What to work on: This exercise requires an exact output of the listing, images omitted.

────

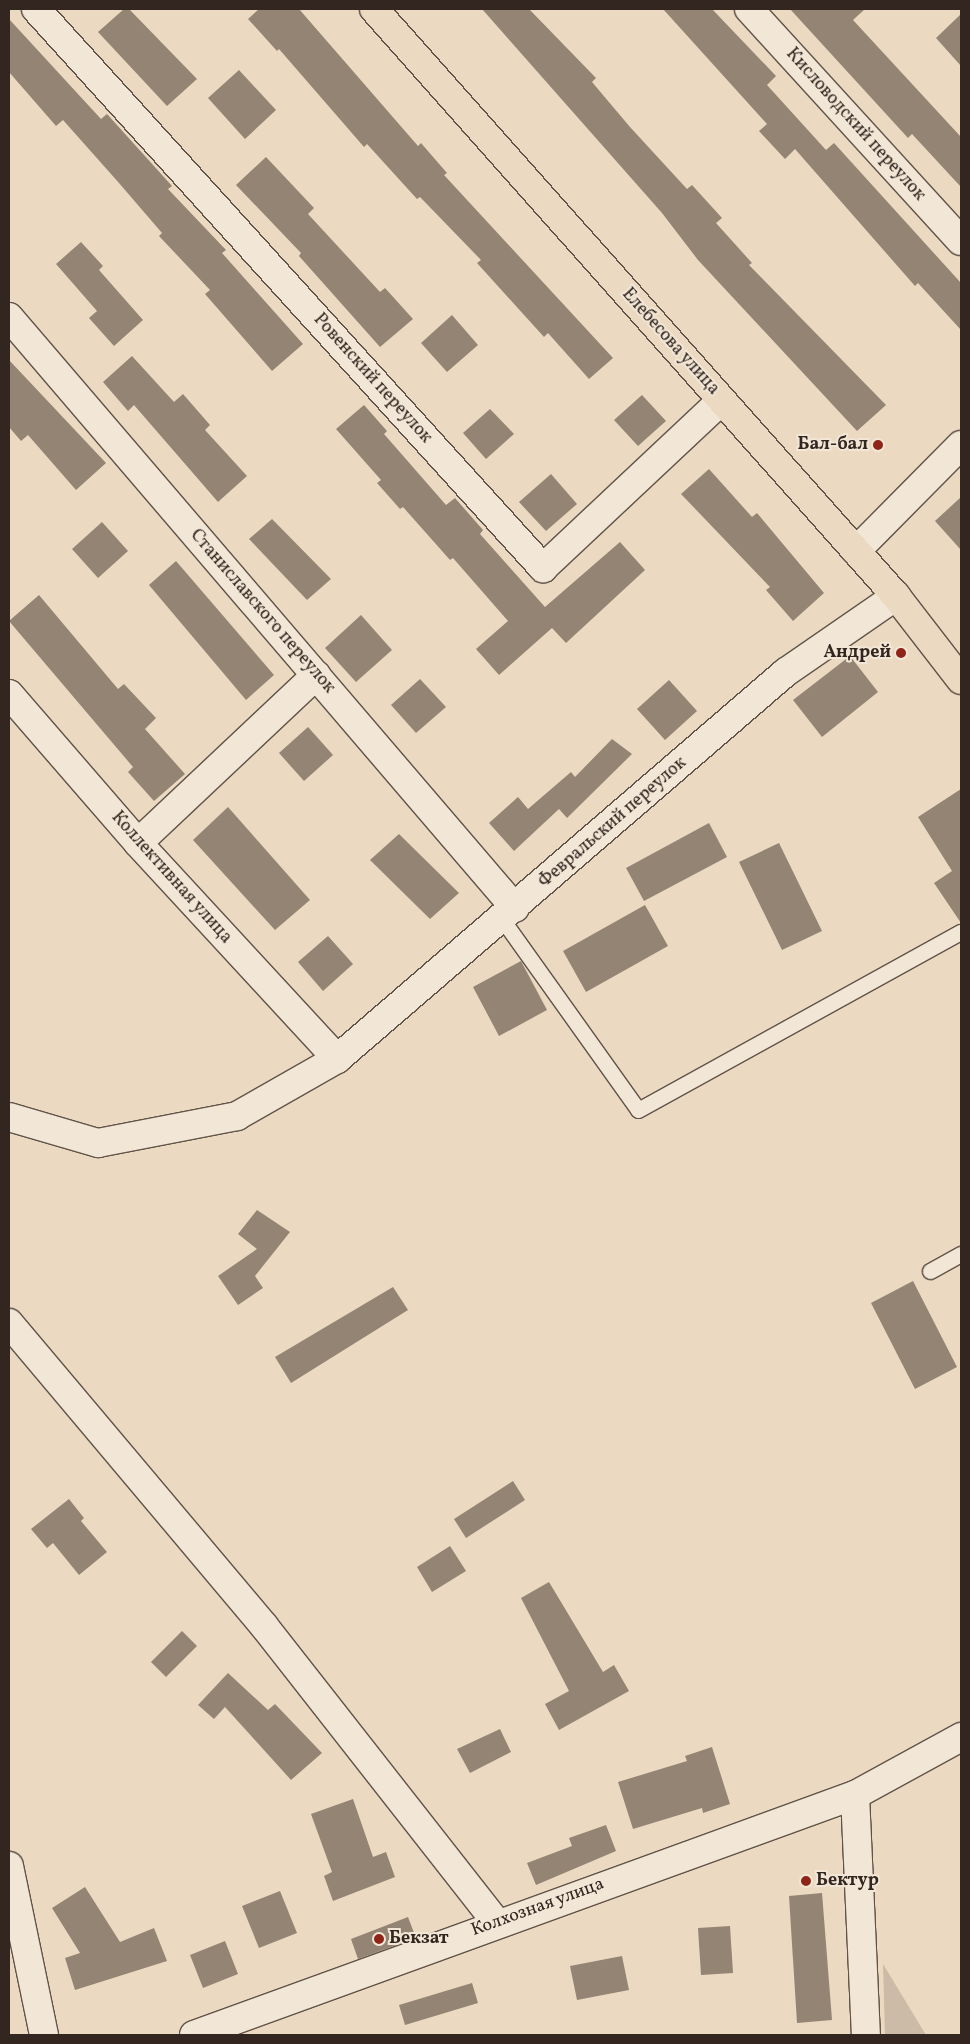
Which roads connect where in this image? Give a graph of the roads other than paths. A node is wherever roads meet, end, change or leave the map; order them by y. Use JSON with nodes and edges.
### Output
{"nodes":[{"id":1,"x":36,"y":9,"type":"edge"},
{"id":2,"x":374,"y":9,"type":"edge"},
{"id":3,"x":749,"y":9,"type":"edge"},
{"id":4,"x":961,"y":241,"type":"edge"},
{"id":5,"x":9,"y":317,"type":"edge"},
{"id":6,"x":722,"y":400,"type":"junction"},
{"id":7,"x":961,"y":444,"type":"edge"},
{"id":8,"x":856,"y":552,"type":"junction"},
{"id":9,"x":896,"y":596,"type":"junction"},
{"id":10,"x":316,"y":675,"type":"junction"},
{"id":11,"x":961,"y":680,"type":"edge"},
{"id":12,"x":9,"y":694,"type":"edge"},
{"id":13,"x":138,"y":843,"type":"junction"},
{"id":14,"x":508,"y":914,"type":"junction"},
{"id":15,"x":961,"y":932,"type":"edge"},
{"id":16,"x":337,"y":1058,"type":"junction"},
{"id":17,"x":9,"y":1117,"type":"edge"},
{"id":18,"x":961,"y":1254,"type":"edge"},
{"id":19,"x":930,"y":1271,"type":"dead end"},
{"id":20,"x":9,"y":1323,"type":"edge"},
{"id":21,"x":959,"y":1745,"type":"edge"},
{"id":22,"x":855,"y":1795,"type":"junction"},
{"id":23,"x":9,"y":1866,"type":"edge"},
{"id":24,"x":496,"y":1922,"type":"junction"},
{"id":25,"x":44,"y":2035,"type":"edge"},
{"id":26,"x":194,"y":2035,"type":"edge"},
{"id":27,"x":866,"y":2035,"type":"edge"}],
"edges":[{"from":1,"to":6,"type":"street","name":"Ровенский переулок"},
{"from":2,"to":6,"type":"main road","name":"Елебесова улица"},
{"from":3,"to":4,"type":"street","name":"Кисловодский переулок"},
{"from":5,"to":10,"type":"street","name":"Станиславского переулок"},
{"from":6,"to":8,"type":"main road","name":"Елебесова улица"},
{"from":7,"to":8,"type":"street"},
{"from":8,"to":9,"type":"main road","name":"Елебесова улица"},
{"from":9,"to":11,"type":"main road","name":"Елебесова улица"},
{"from":9,"to":14,"type":"street","name":"Февральский переулок"},
{"from":10,"to":13,"type":"street"},
{"from":10,"to":14,"type":"street","name":"Станиславского переулок"},
{"from":12,"to":13,"type":"street","name":"Коллективная улица"},
{"from":13,"to":16,"type":"street","name":"Коллективная улица"},
{"from":14,"to":15,"type":"lane"},
{"from":14,"to":16,"type":"street","name":"Февральский переулок"},
{"from":16,"to":17,"type":"street","name":"Февральский переулок"},
{"from":18,"to":19,"type":"lane"},
{"from":20,"to":24,"type":"street"},
{"from":21,"to":22,"type":"street","name":"Колхозная улица"},
{"from":22,"to":24,"type":"street","name":"Колхозная улица"},
{"from":22,"to":27,"type":"street"},
{"from":23,"to":25,"type":"street"},
{"from":24,"to":26,"type":"street","name":"Колхозная улица"}]}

────

Written response:
Which roads connect where in this image? Give a graph of the roads other than paths. A node is wherever roads meet, end, change or leave the map; order them by y. Use JSON with nodes and edges.
### Output
{"nodes":[{"id":1,"x":36,"y":9,"type":"edge"},
{"id":2,"x":374,"y":9,"type":"edge"},
{"id":3,"x":749,"y":9,"type":"edge"},
{"id":4,"x":961,"y":241,"type":"edge"},
{"id":5,"x":9,"y":317,"type":"edge"},
{"id":6,"x":722,"y":400,"type":"junction"},
{"id":7,"x":961,"y":444,"type":"edge"},
{"id":8,"x":856,"y":552,"type":"junction"},
{"id":9,"x":896,"y":596,"type":"junction"},
{"id":10,"x":316,"y":675,"type":"junction"},
{"id":11,"x":961,"y":680,"type":"edge"},
{"id":12,"x":9,"y":694,"type":"edge"},
{"id":13,"x":138,"y":843,"type":"junction"},
{"id":14,"x":508,"y":914,"type":"junction"},
{"id":15,"x":961,"y":932,"type":"edge"},
{"id":16,"x":337,"y":1058,"type":"junction"},
{"id":17,"x":9,"y":1117,"type":"edge"},
{"id":18,"x":961,"y":1254,"type":"edge"},
{"id":19,"x":930,"y":1271,"type":"dead end"},
{"id":20,"x":9,"y":1323,"type":"edge"},
{"id":21,"x":959,"y":1745,"type":"edge"},
{"id":22,"x":855,"y":1795,"type":"junction"},
{"id":23,"x":9,"y":1866,"type":"edge"},
{"id":24,"x":496,"y":1922,"type":"junction"},
{"id":25,"x":44,"y":2035,"type":"edge"},
{"id":26,"x":194,"y":2035,"type":"edge"},
{"id":27,"x":866,"y":2035,"type":"edge"}],
"edges":[{"from":1,"to":6,"type":"street","name":"Ровенский переулок"},
{"from":2,"to":6,"type":"main road","name":"Елебесова улица"},
{"from":3,"to":4,"type":"street","name":"Кисловодский переулок"},
{"from":5,"to":10,"type":"street","name":"Станиславского переулок"},
{"from":6,"to":8,"type":"main road","name":"Елебесова улица"},
{"from":7,"to":8,"type":"street"},
{"from":8,"to":9,"type":"main road","name":"Елебесова улица"},
{"from":9,"to":11,"type":"main road","name":"Елебесова улица"},
{"from":9,"to":14,"type":"street","name":"Февральский переулок"},
{"from":10,"to":13,"type":"street"},
{"from":10,"to":14,"type":"street","name":"Станиславского переулок"},
{"from":12,"to":13,"type":"street","name":"Коллективная улица"},
{"from":13,"to":16,"type":"street","name":"Коллективная улица"},
{"from":14,"to":15,"type":"lane"},
{"from":14,"to":16,"type":"street","name":"Февральский переулок"},
{"from":16,"to":17,"type":"street","name":"Февральский переулок"},
{"from":18,"to":19,"type":"lane"},
{"from":20,"to":24,"type":"street"},
{"from":21,"to":22,"type":"street","name":"Колхозная улица"},
{"from":22,"to":24,"type":"street","name":"Колхозная улица"},
{"from":22,"to":27,"type":"street"},
{"from":23,"to":25,"type":"street"},
{"from":24,"to":26,"type":"street","name":"Колхозная улица"}]}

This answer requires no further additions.